Accounting scandal wipes 20% off BT’s shares

BT’s share price fell by almost 20% last Tuesday, after an update on an accounting scandal in its Italian business led to a profit warning, and the resignation of the head of its European operations. BT admitted last October that it had uncovered “historical accounting errors”. It wrote down £145m, and most of the Italian unit’s management were ushered out of the business.

But this week BT said that the extent and complexity of “inappropriate behaviour” was “far greater than previously identified”. BT increased its writedown to £530m, and said revenue would be down by £200m a year for the next two years.

Analysts were “at a loss to explain how BT Italia”, which had earnings of below £100m last year and makes up just 1% of BT’s overall earnings, “could generate such a large write-off”, says Nic Fildes in the Financial Times. In addition to the financial blow, BT now risks a “credibility hit”, Citi’s Simon Weeden told the FT. But Italy was “just the antipasti”, as Alistair Osborne put it in The Times. The outlook for the UK public sector and international corporate markets “has deteriorated”, says BT. bNow it expects a “double-digit” decline in fourth-quarter profits, and “broadly flat” revenue for the next two years. But it still expects to grow its dividend per share by 10%. All in all, it was a “bad day at the office” for chief executive Gavin Patterson, says Simon Jack on The share price slide left him £2m poorer.

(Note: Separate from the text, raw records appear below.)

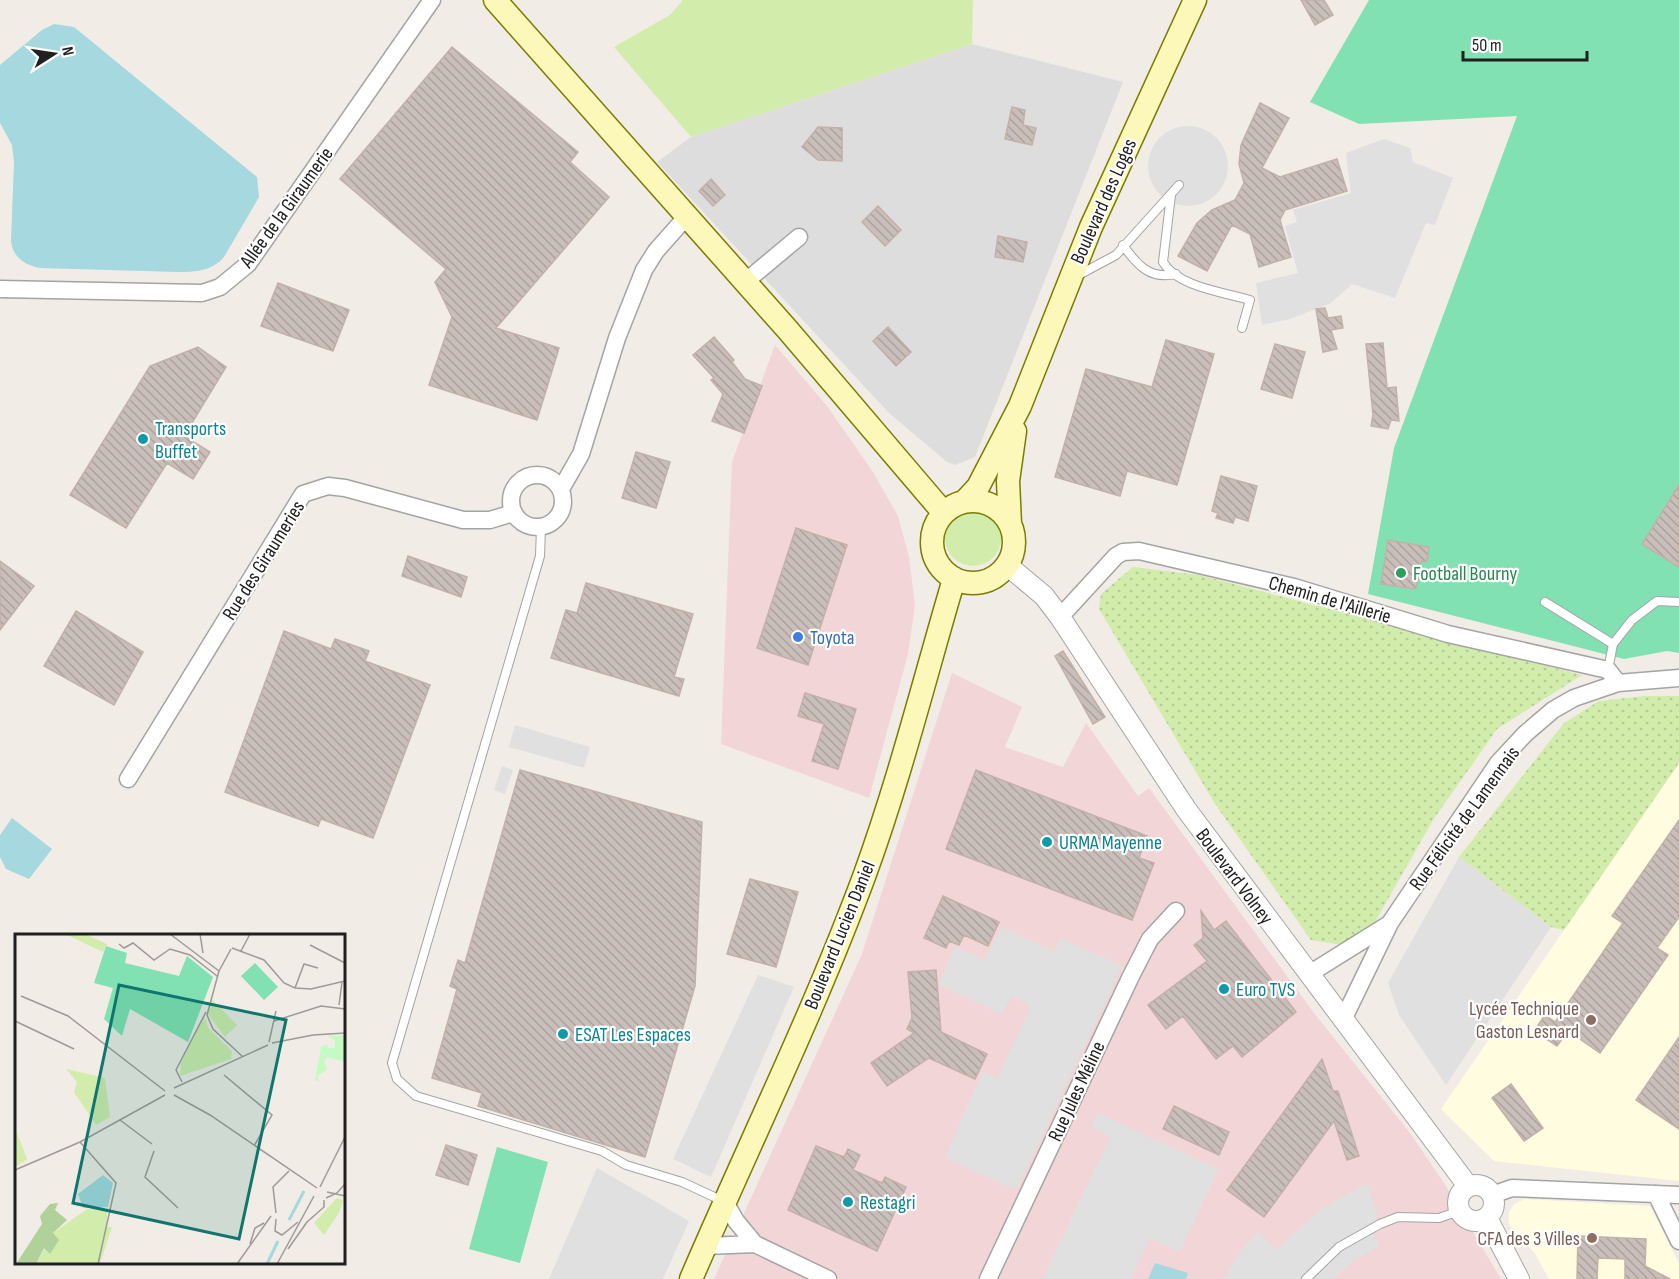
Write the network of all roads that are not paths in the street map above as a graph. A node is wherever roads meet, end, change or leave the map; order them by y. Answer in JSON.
{"nodes":[{"id":1,"x":432,"y":0,"type":"edge"},
{"id":2,"x":495,"y":0,"type":"edge"},
{"id":3,"x":1195,"y":0,"type":"edge"},
{"id":4,"x":1179,"y":185,"type":"dead end"},
{"id":5,"x":1171,"y":195,"type":"junction"},
{"id":6,"x":687,"y":216,"type":"junction"},
{"id":7,"x":799,"y":237,"type":"dead end"},
{"id":8,"x":1124,"y":245,"type":"junction"},
{"id":9,"x":1176,"y":274,"type":"junction"},
{"id":10,"x":1068,"y":281,"type":"junction"},
{"id":11,"x":745,"y":282,"type":"junction"},
{"id":12,"x":0,"y":289,"type":"edge"},
{"id":13,"x":1242,"y":328,"type":"dead end"},
{"id":14,"x":1020,"y":406,"type":"junction"},
{"id":15,"x":561,"y":489,"type":"junction"},
{"id":16,"x":965,"y":501,"type":"junction"},
{"id":17,"x":943,"y":512,"type":"junction"},
{"id":18,"x":513,"y":513,"type":"junction"},
{"id":19,"x":1010,"y":524,"type":"junction"},
{"id":20,"x":541,"y":528,"type":"junction"},
{"id":21,"x":1007,"y":565,"type":"junction"},
{"id":22,"x":954,"y":579,"type":"junction"},
{"id":23,"x":1545,"y":602,"type":"dead end"},
{"id":24,"x":1679,"y":602,"type":"edge"},
{"id":25,"x":1060,"y":617,"type":"junction"},
{"id":26,"x":1613,"y":644,"type":"junction"},
{"id":27,"x":1613,"y":677,"type":"junction"},
{"id":28,"x":1679,"y":678,"type":"edge"},
{"id":29,"x":128,"y":779,"type":"dead end"},
{"id":30,"x":1176,"y":912,"type":"dead end"},
{"id":31,"x":1390,"y":923,"type":"junction"},
{"id":32,"x":1309,"y":974,"type":"junction"},
{"id":33,"x":1343,"y":1020,"type":"junction"},
{"id":34,"x":1468,"y":1186,"type":"junction"},
{"id":35,"x":1656,"y":1194,"type":"junction"},
{"id":36,"x":1492,"y":1195,"type":"junction"},
{"id":37,"x":1679,"y":1195,"type":"edge"},
{"id":38,"x":725,"y":1202,"type":"junction"},
{"id":39,"x":1459,"y":1211,"type":"junction"},
{"id":40,"x":1486,"y":1218,"type":"junction"},
{"id":41,"x":1679,"y":1241,"type":"edge"},
{"id":42,"x":755,"y":1244,"type":"junction"},
{"id":43,"x":706,"y":1246,"type":"junction"},
{"id":44,"x":691,"y":1279,"type":"edge"},
{"id":45,"x":828,"y":1279,"type":"edge"},
{"id":46,"x":988,"y":1279,"type":"edge"},
{"id":47,"x":1306,"y":1279,"type":"edge"},
{"id":48,"x":1519,"y":1279,"type":"edge"}],
"edges":[{"from":1,"to":12,"type":"street","name":"Allée de la Giraumerie"},
{"from":2,"to":6,"type":"main road"},
{"from":3,"to":10,"type":"main road","name":"Boulevard des Loges"},
{"from":4,"to":5,"type":"lane"},
{"from":5,"to":8,"type":"lane"},
{"from":5,"to":9,"type":"lane"},
{"from":6,"to":11,"type":"main road"},
{"from":6,"to":15,"type":"street"},
{"from":7,"to":11,"type":"street"},
{"from":8,"to":9,"type":"lane"},
{"from":8,"to":10,"type":"lane"},
{"from":9,"to":13,"type":"lane"},
{"from":10,"to":14,"type":"main road","name":"Boulevard des Loges"},
{"from":11,"to":17,"type":"main road"},
{"from":14,"to":16,"type":"main road","name":"Boulevard des Loges"},
{"from":14,"to":19,"type":"main road","name":"Boulevard des Loges"},
{"from":15,"to":18,"type":"street"},
{"from":15,"to":20,"type":"street"},
{"from":16,"to":17,"type":"main road"},
{"from":16,"to":19,"type":"main road"},
{"from":17,"to":22,"type":"main road"},
{"from":18,"to":20,"type":"street"},
{"from":18,"to":29,"type":"street","name":"Rue des Giraumeries"},
{"from":19,"to":21,"type":"main road"},
{"from":20,"to":38,"type":"lane"},
{"from":21,"to":22,"type":"main road"},
{"from":21,"to":25,"type":"street","name":"Boulevard Volney"},
{"from":22,"to":38,"type":"main road","name":"Boulevard Lucien Daniel"},
{"from":23,"to":26,"type":"lane"},
{"from":24,"to":26,"type":"lane"},
{"from":25,"to":27,"type":"street","name":"Chemin de l'Aillerie"},
{"from":25,"to":32,"type":"street","name":"Boulevard Volney"},
{"from":26,"to":27,"type":"lane"},
{"from":27,"to":28,"type":"street","name":"Rue Félicité de Lamennais"},
{"from":27,"to":31,"type":"street","name":"Rue Félicité de Lamennais"},
{"from":30,"to":46,"type":"street","name":"Rue Jules Méline"},
{"from":31,"to":32,"type":"street","name":"Rue Félicité de Lamennais"},
{"from":31,"to":33,"type":"street","name":"Rue Félicité de Lamennais"},
{"from":32,"to":33,"type":"street","name":"Boulevard Volney"},
{"from":33,"to":34,"type":"street","name":"Boulevard Volney"},
{"from":34,"to":36,"type":"street"},
{"from":34,"to":39,"type":"street"},
{"from":35,"to":36,"type":"street"},
{"from":35,"to":37,"type":"street"},
{"from":35,"to":41,"type":"street"},
{"from":36,"to":40,"type":"street"},
{"from":38,"to":42,"type":"street"},
{"from":38,"to":43,"type":"main road","name":"Boulevard Lucien Daniel"},
{"from":39,"to":40,"type":"street"},
{"from":39,"to":47,"type":"lane"},
{"from":40,"to":48,"type":"street"},
{"from":42,"to":43,"type":"street"},
{"from":42,"to":45,"type":"street"},
{"from":43,"to":44,"type":"main road","name":"Boulevard Lucien Daniel"}]}
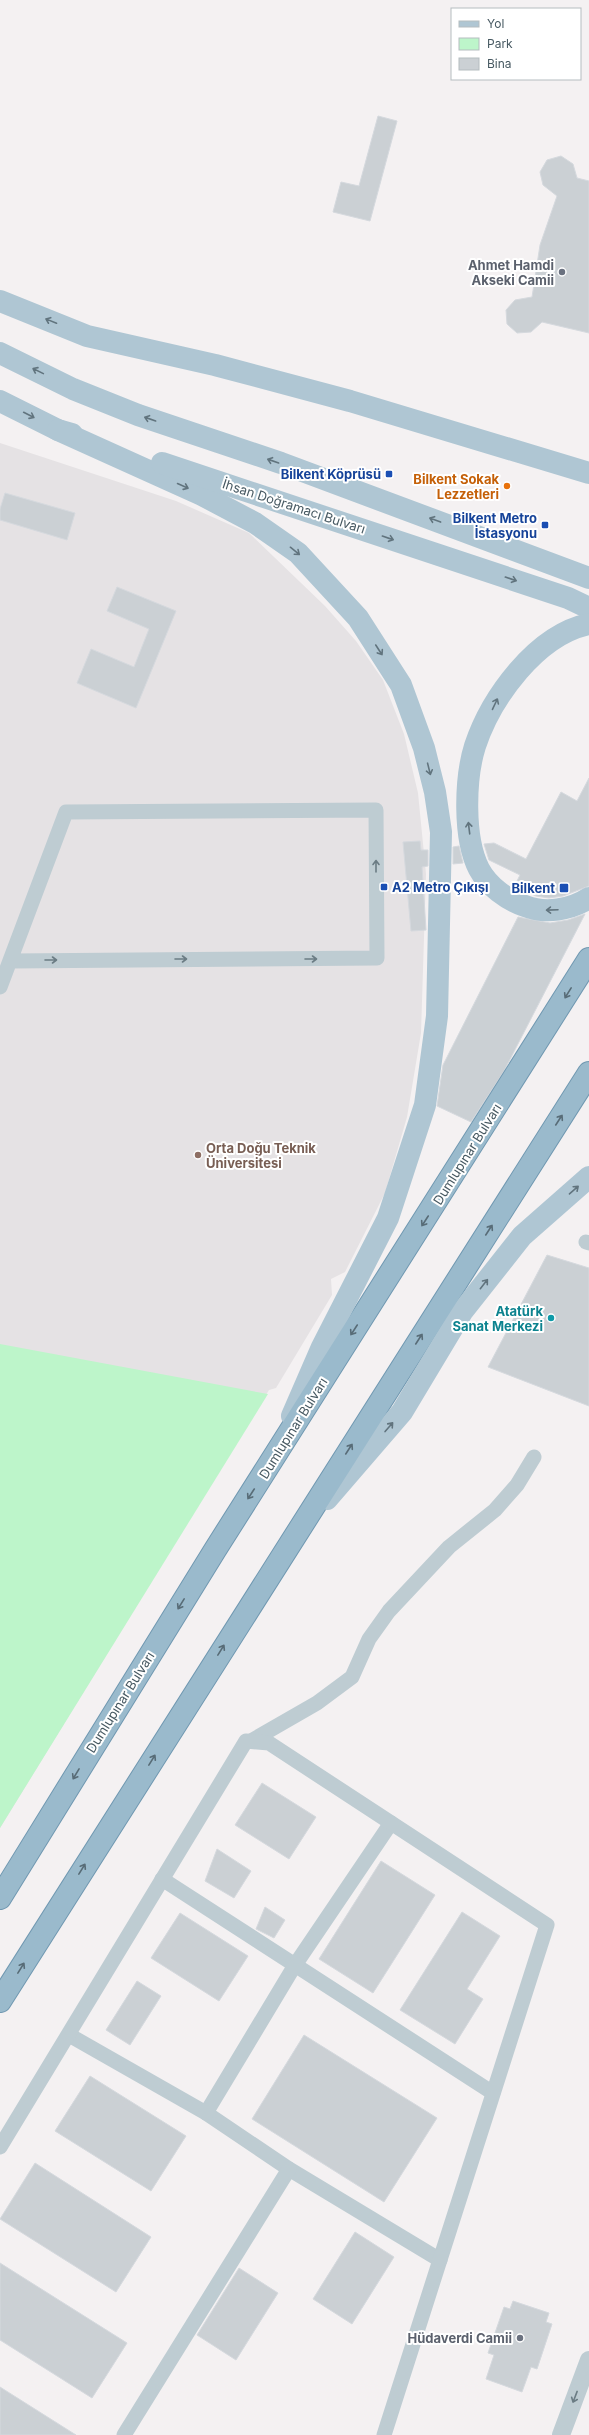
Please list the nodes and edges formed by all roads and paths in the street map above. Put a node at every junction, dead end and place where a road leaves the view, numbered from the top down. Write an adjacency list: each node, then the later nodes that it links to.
1 (0, 301): 5 (main road, one-way to 1)
2 (0, 353): 6 (main road, one-way to 2)
3 (0, 401): 4 (main road, İhsan Doğramacı Bulvarı, one-way to 4)
4 (58, 430): 7 (main road, İhsan Doğramacı Bulvarı, one-way to 7); 16 (main road, one-way to 16)
5 (589, 473)
6 (589, 578)
7 (589, 608)
8 (589, 624): 9 (main road, one-way to 8)
9 (589, 898)
10 (589, 960): 16 (highway, Dumlupınar Bulvarı, one-way to 16)
11 (12, 961): 11 (street, one-way to 11); 12 (street)
12 (0, 987)
13 (589, 1073): 17 (highway, one-way to 13)
14 (589, 1177): 17 (main road, one-way to 14)
15 (534, 1457): 18 (street)
16 (272, 1461): 21 (highway, Dumlupınar Bulvarı, one-way to 21)
17 (290, 1541): 23 (highway, one-way to 17)
18 (251, 1741): 19 (street); 20 (street)
19 (391, 1823): 22 (street); 25 (street)
20 (162, 1879): 22 (street); 24 (street)
21 (0, 1898)
22 (295, 1965): 25 (street); 26 (street)
23 (0, 2001)
24 (69, 2035): 26 (street); 27 (street)
25 (493, 2092): 29 (street)
26 (206, 2113): 28 (street)
27 (0, 2147)
28 (289, 2169): 29 (street); 31 (street)
29 (440, 2260): 32 (street)
30 (589, 2360): 33 (street, one-way to 33)
31 (124, 2435)
32 (384, 2435)
33 (560, 2435)

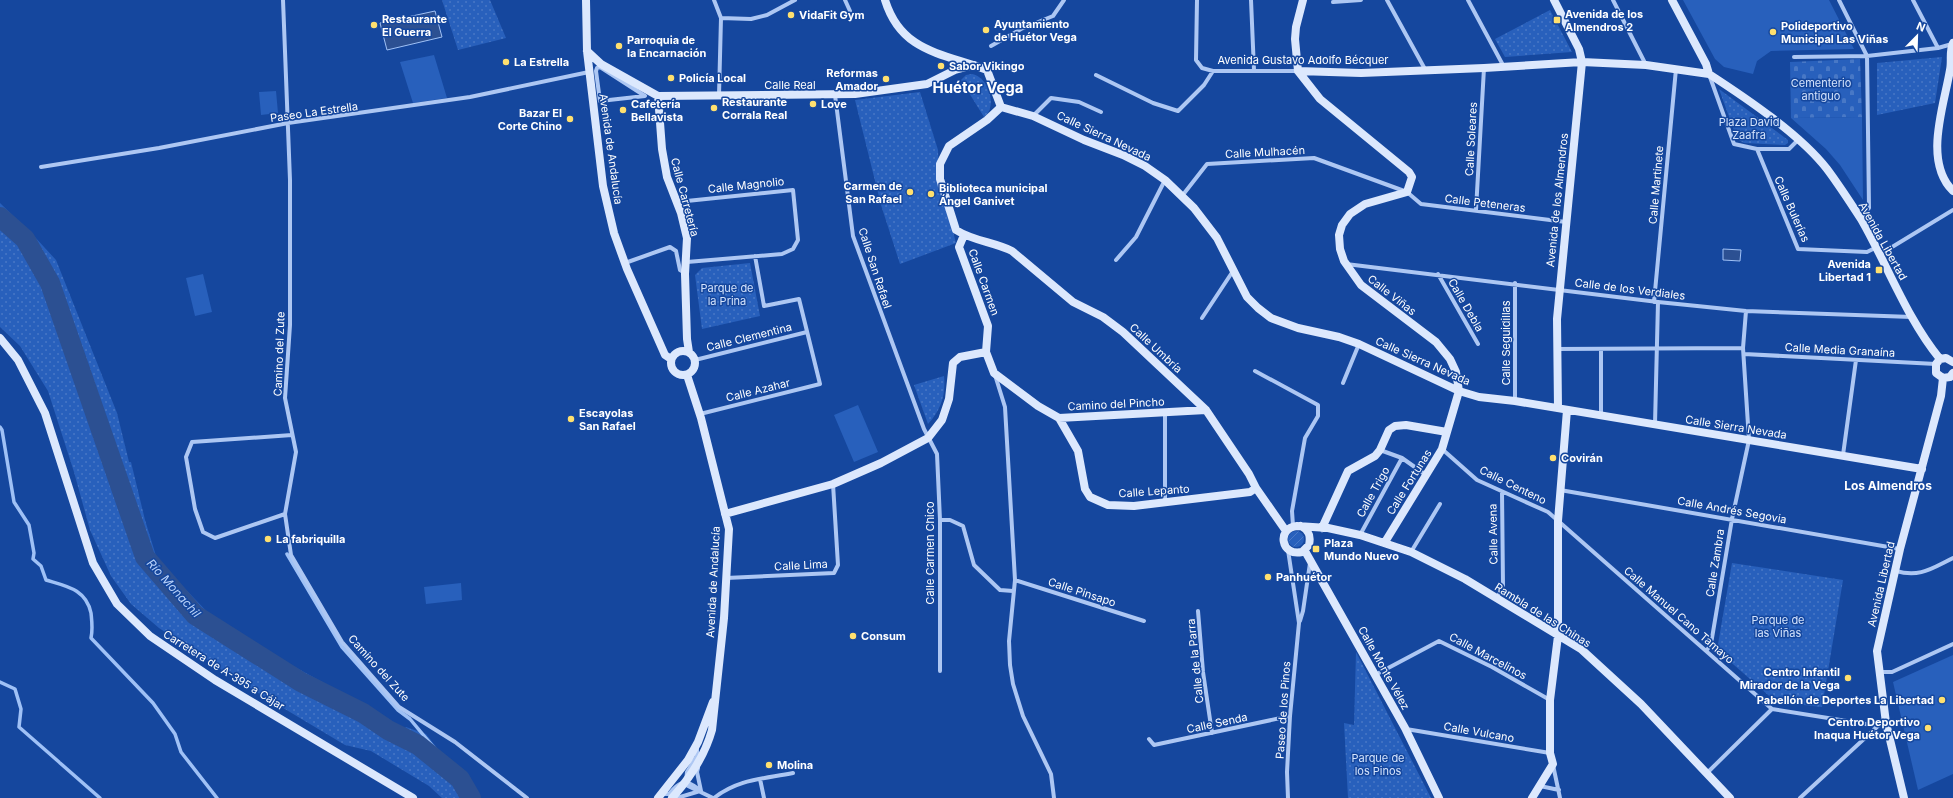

Profit warnings are coming thick and fast these days, says Matthew Vincent in the Financial Times. And many firms are not content with just one. Essentra, the packaging firm formerly known as Filtrona, has just issued its third since June. Outsourcer Mitie has issued three in four months. Defence manufacturer Cobham is up to four in 14 months, while publisher Pearson is on its fifth since 2012. “None looks like the product of a macroeconomic shift,” says Vincent. They are down to “poor management of information, internal controls or IT”. If the guilty companies don’t want to “avoid a repeat performance”, they will “need to act quickly”.

“Investors are betting that President Donald Trump will make earnings great again in 2017,” says Justin Lahart in The Wall Street Journal. Analysts seem to think that, too. bBut company executives are being a little more wary. No wonder. We have yet to hear any specific proposals on infrastructure or tax cuts, and it’s far from clear what Congress would pass. Trump’s policies may also have unintended consequences. And while many executives won’t predict how their business will perform, “few will openly criticise” the new president either because they fear “becoming the subject of a presidential tweet”.

Theresa May’s latest big idea – a 132-page green paper called “Building our Industrial Strategy” – is “half built” and about “as strategic as a shopping list”, says Alistair Osborne in The Times. The analysis is “passable enough… but “what’s the strategy for sorting it”? May is “without any business experience whatsoever”, and can “barely make a speech on the subject without an instant U-turn”. Business might prefer things, he says, if “meddling May just simplified taxes, cut red tape, planning constraints and business rates — and kept out of the way”.